[[ Records shown open ]]

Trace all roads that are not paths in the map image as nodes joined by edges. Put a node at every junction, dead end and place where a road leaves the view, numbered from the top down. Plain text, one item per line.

[[ Records shown closed ]]
[[ Records shown open ]]

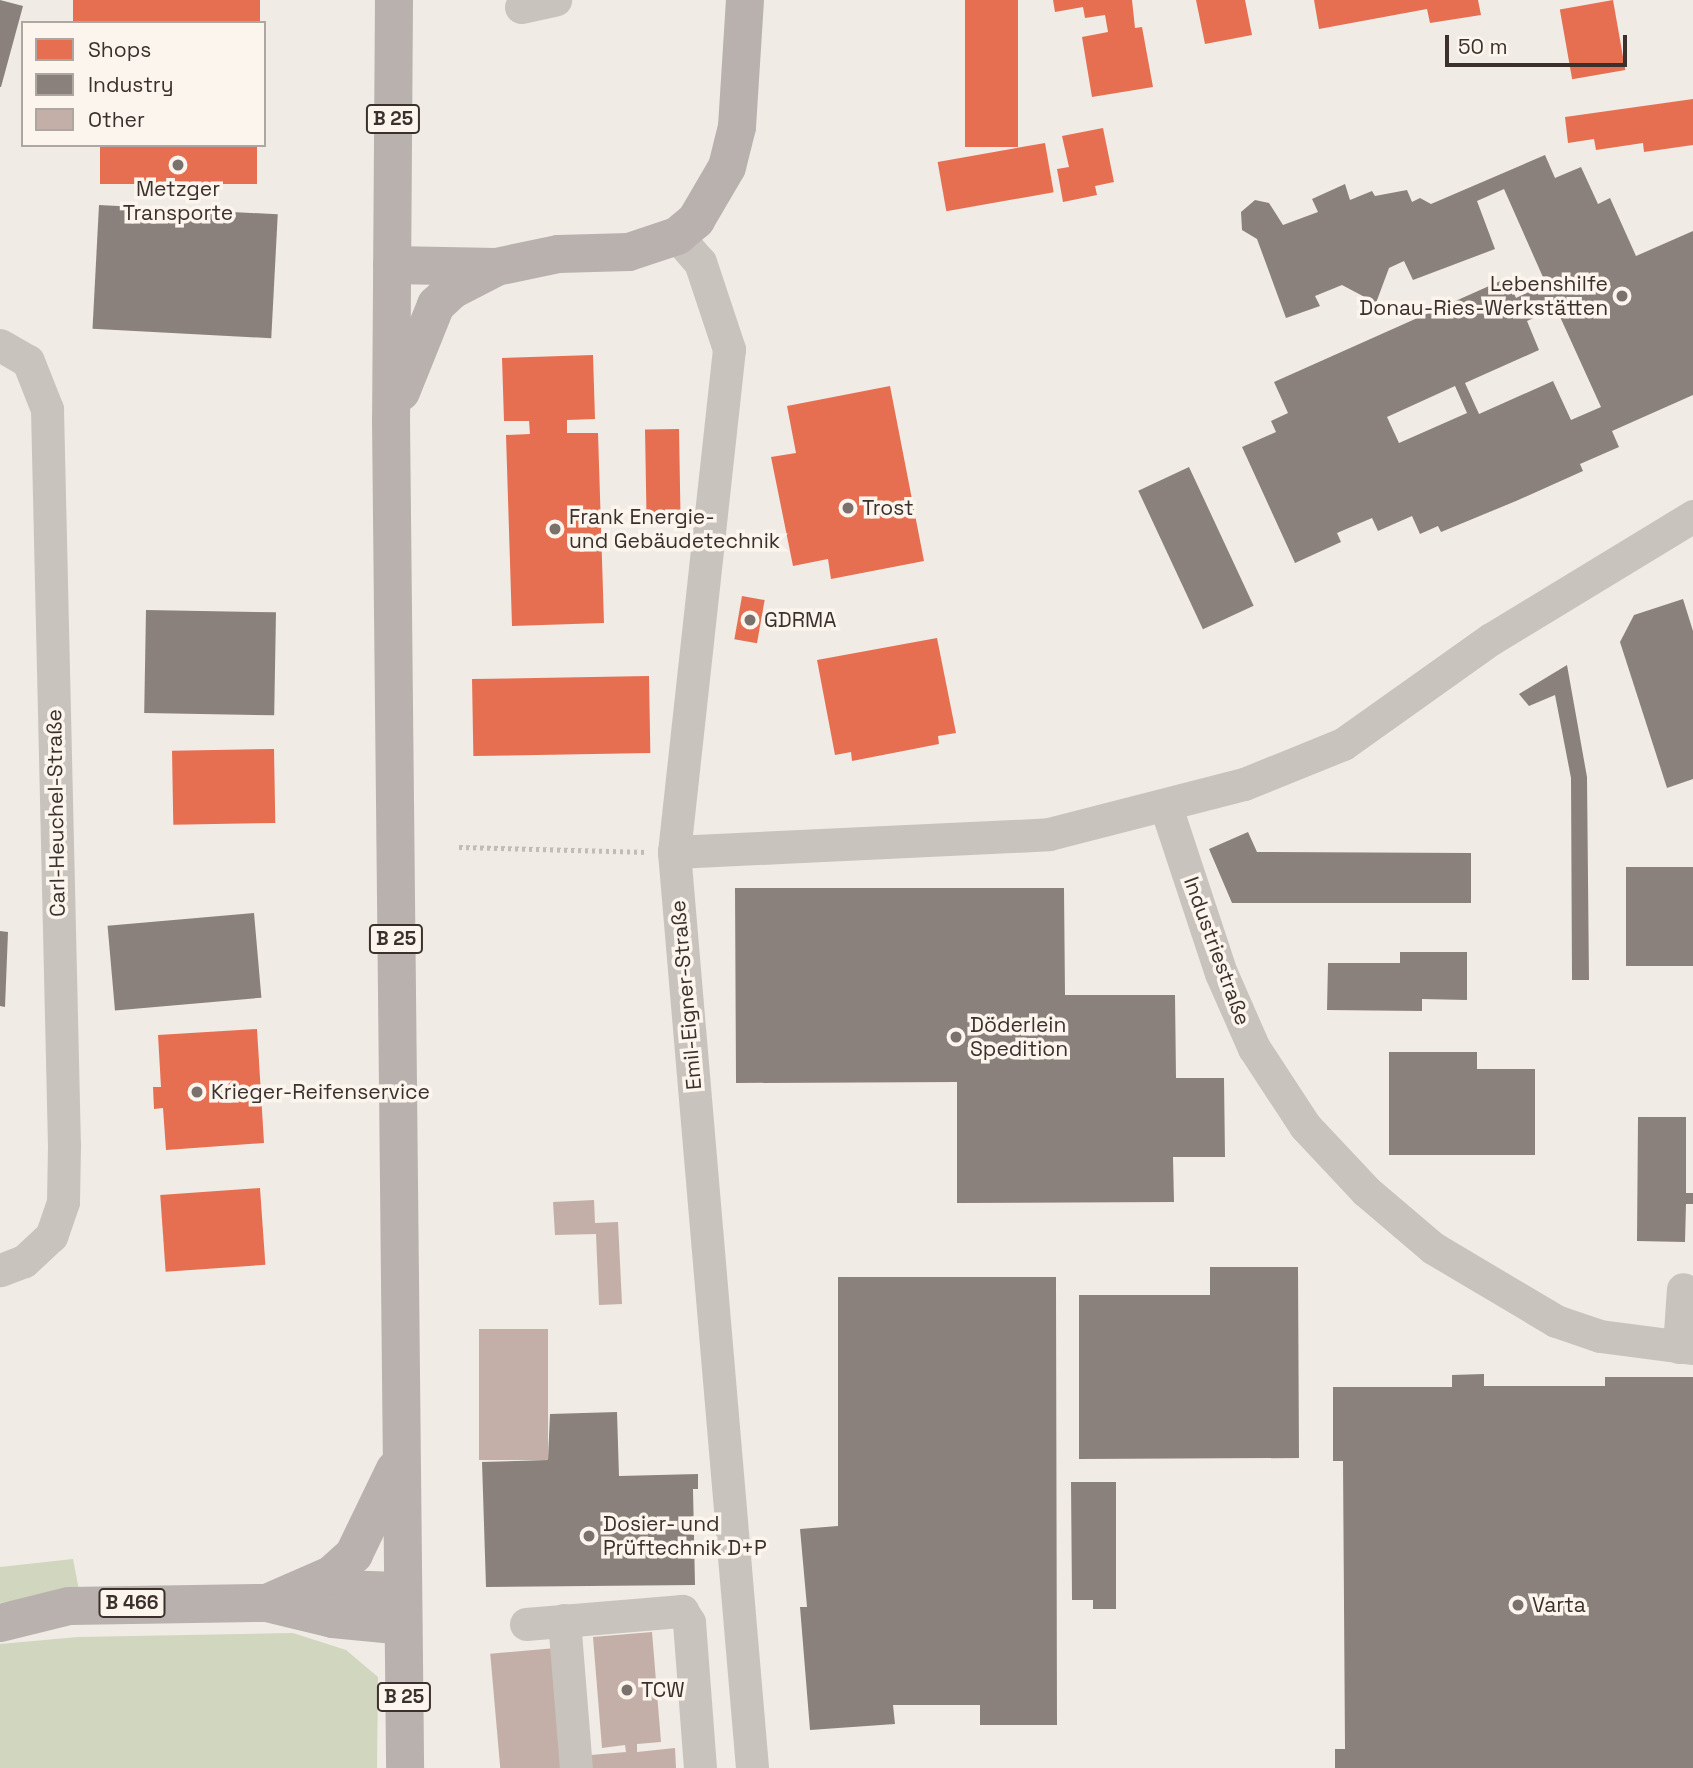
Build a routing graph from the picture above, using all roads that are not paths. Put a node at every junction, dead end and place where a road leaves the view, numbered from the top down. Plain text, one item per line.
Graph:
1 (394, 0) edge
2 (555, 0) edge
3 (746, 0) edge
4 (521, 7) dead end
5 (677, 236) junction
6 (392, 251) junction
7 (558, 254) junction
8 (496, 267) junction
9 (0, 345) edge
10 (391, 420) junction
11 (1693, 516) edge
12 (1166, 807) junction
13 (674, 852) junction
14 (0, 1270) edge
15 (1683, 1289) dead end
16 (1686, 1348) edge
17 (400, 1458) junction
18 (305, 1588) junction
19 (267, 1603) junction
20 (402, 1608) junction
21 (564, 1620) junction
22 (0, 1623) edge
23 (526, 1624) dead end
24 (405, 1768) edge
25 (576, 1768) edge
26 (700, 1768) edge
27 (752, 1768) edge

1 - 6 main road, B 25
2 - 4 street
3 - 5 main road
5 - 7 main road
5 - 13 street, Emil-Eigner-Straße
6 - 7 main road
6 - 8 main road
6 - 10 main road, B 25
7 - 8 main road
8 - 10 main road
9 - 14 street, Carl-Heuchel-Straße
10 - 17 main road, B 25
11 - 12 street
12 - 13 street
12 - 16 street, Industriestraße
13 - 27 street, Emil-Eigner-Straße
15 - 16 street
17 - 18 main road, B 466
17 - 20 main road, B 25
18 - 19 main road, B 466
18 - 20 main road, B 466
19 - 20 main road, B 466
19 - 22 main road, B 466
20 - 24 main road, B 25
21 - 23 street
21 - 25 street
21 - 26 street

[[ Records shown closed ]]
[[ Records shown open ]]

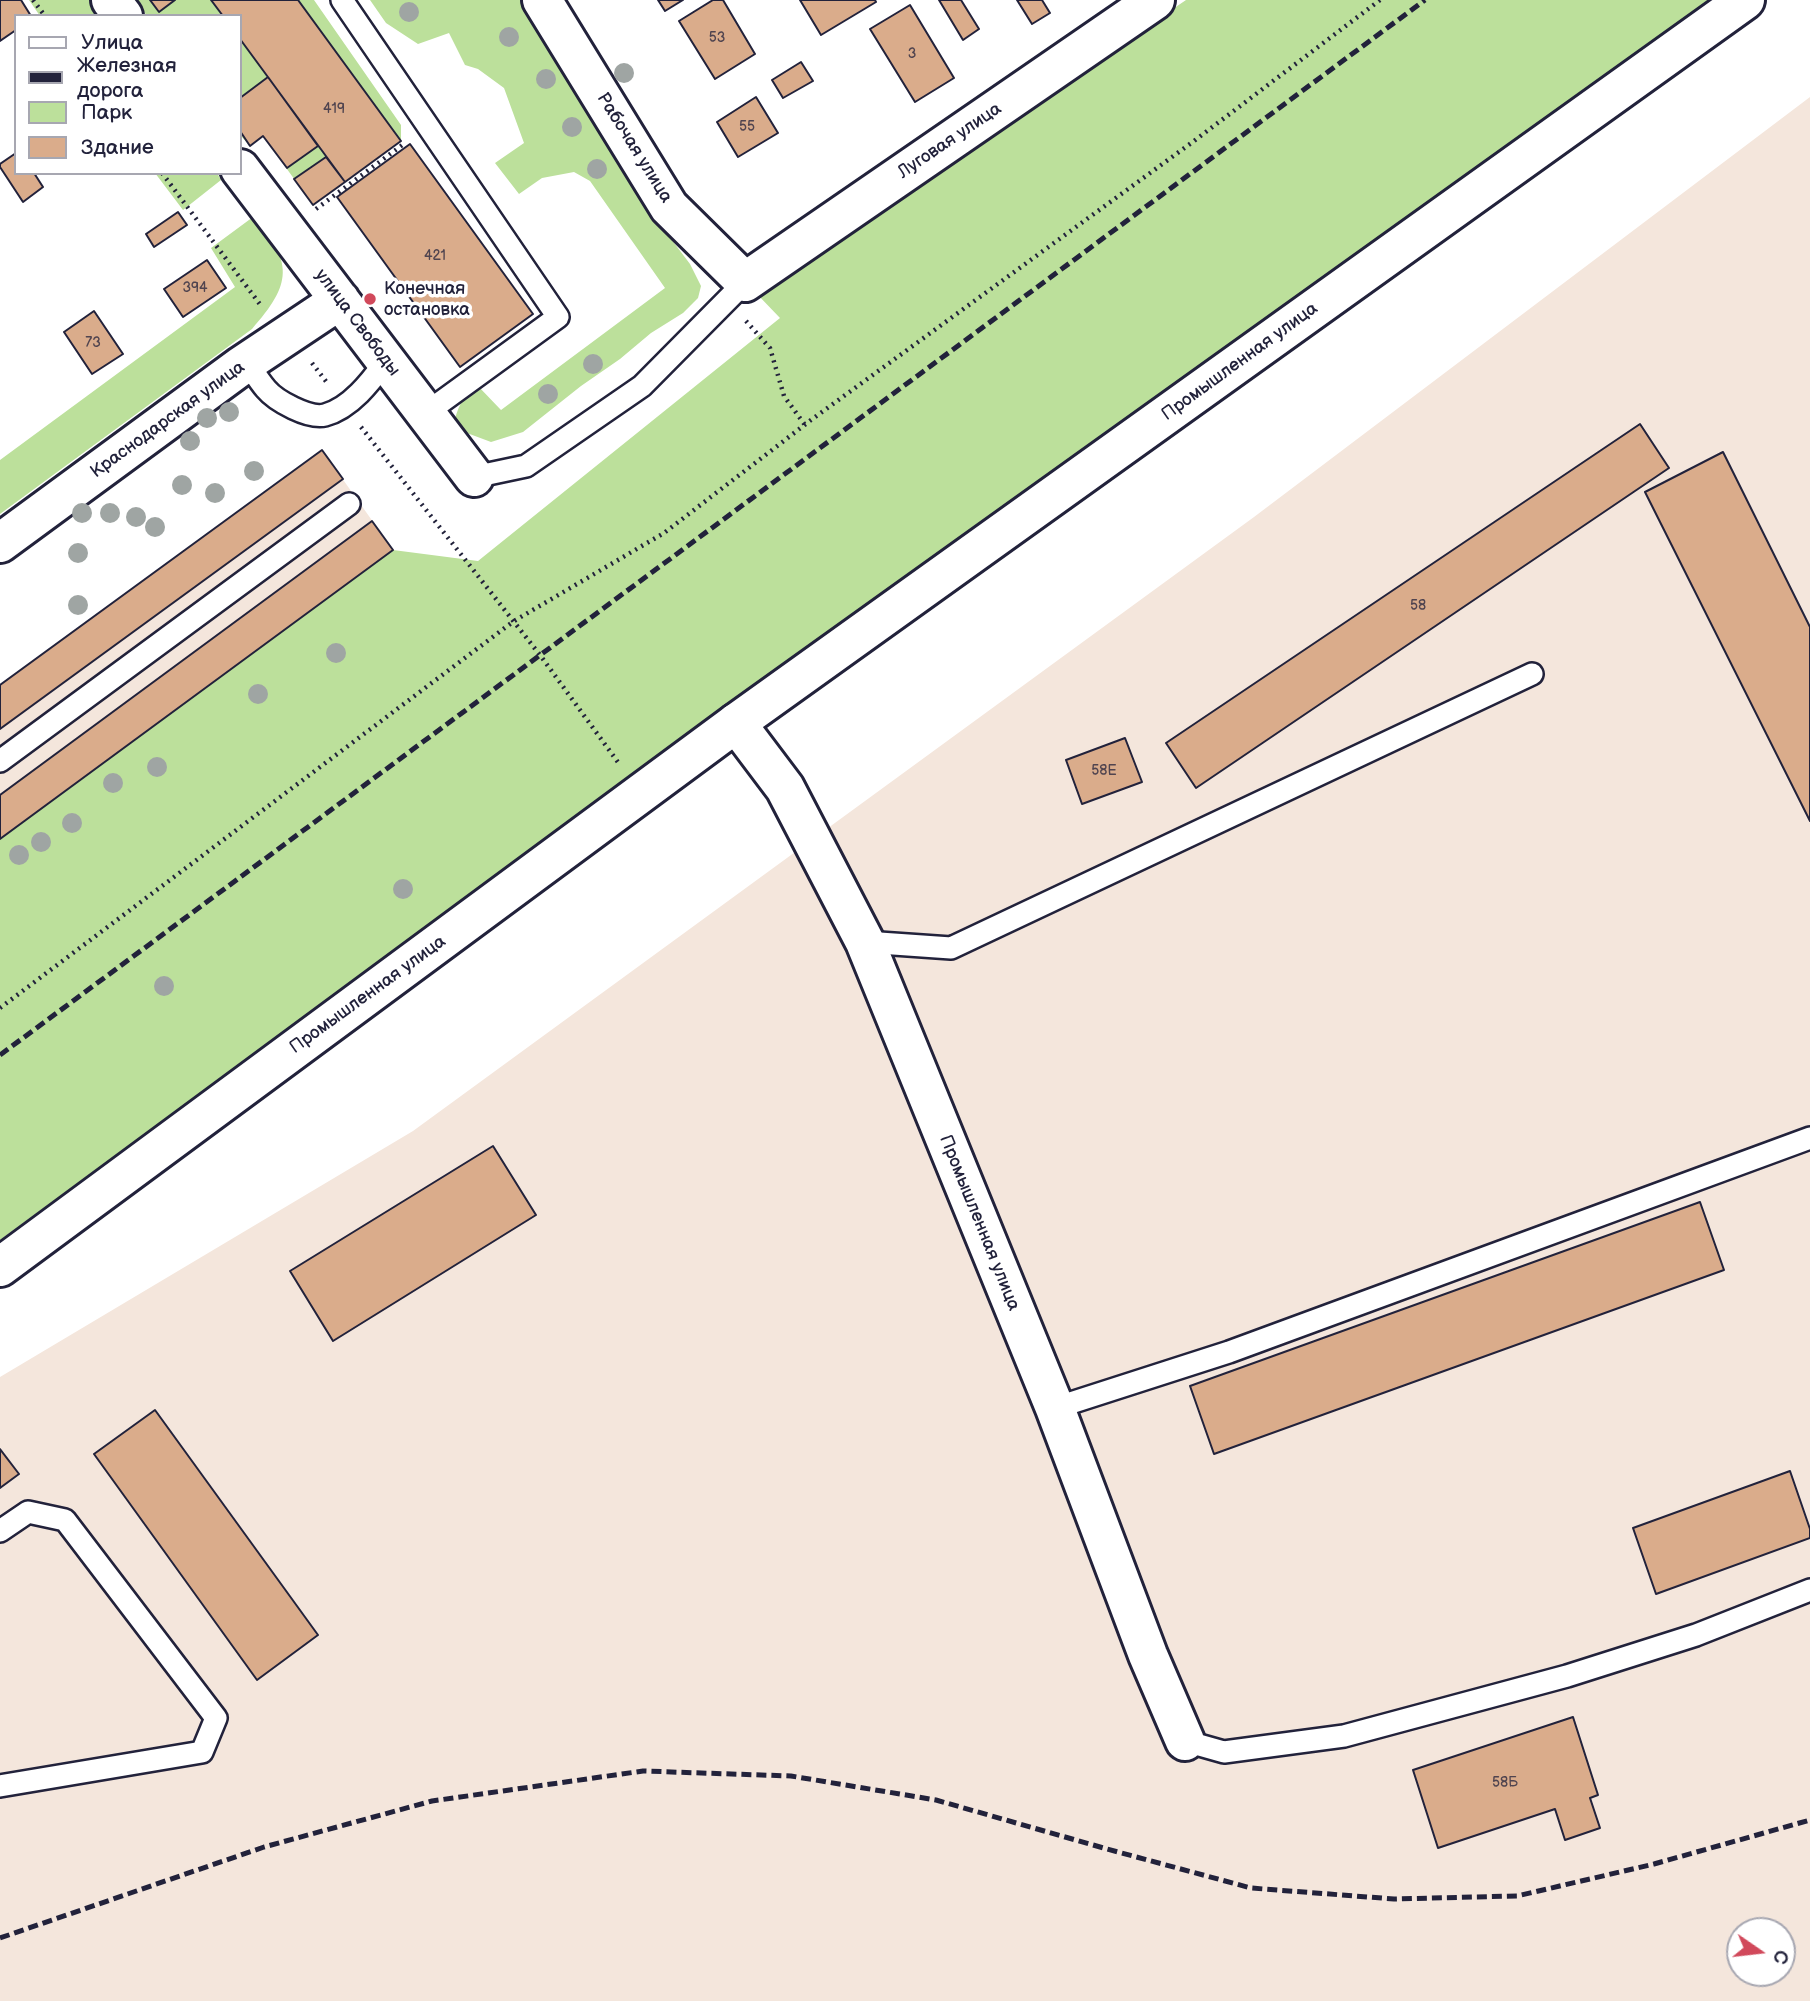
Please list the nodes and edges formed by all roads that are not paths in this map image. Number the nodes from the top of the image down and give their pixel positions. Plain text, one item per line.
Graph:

[[ Records shown closed ]]

*Exercise aim*: Go through the entries above and count the lines holding the word "down"; write nothing but the number.

*Answer box*: 3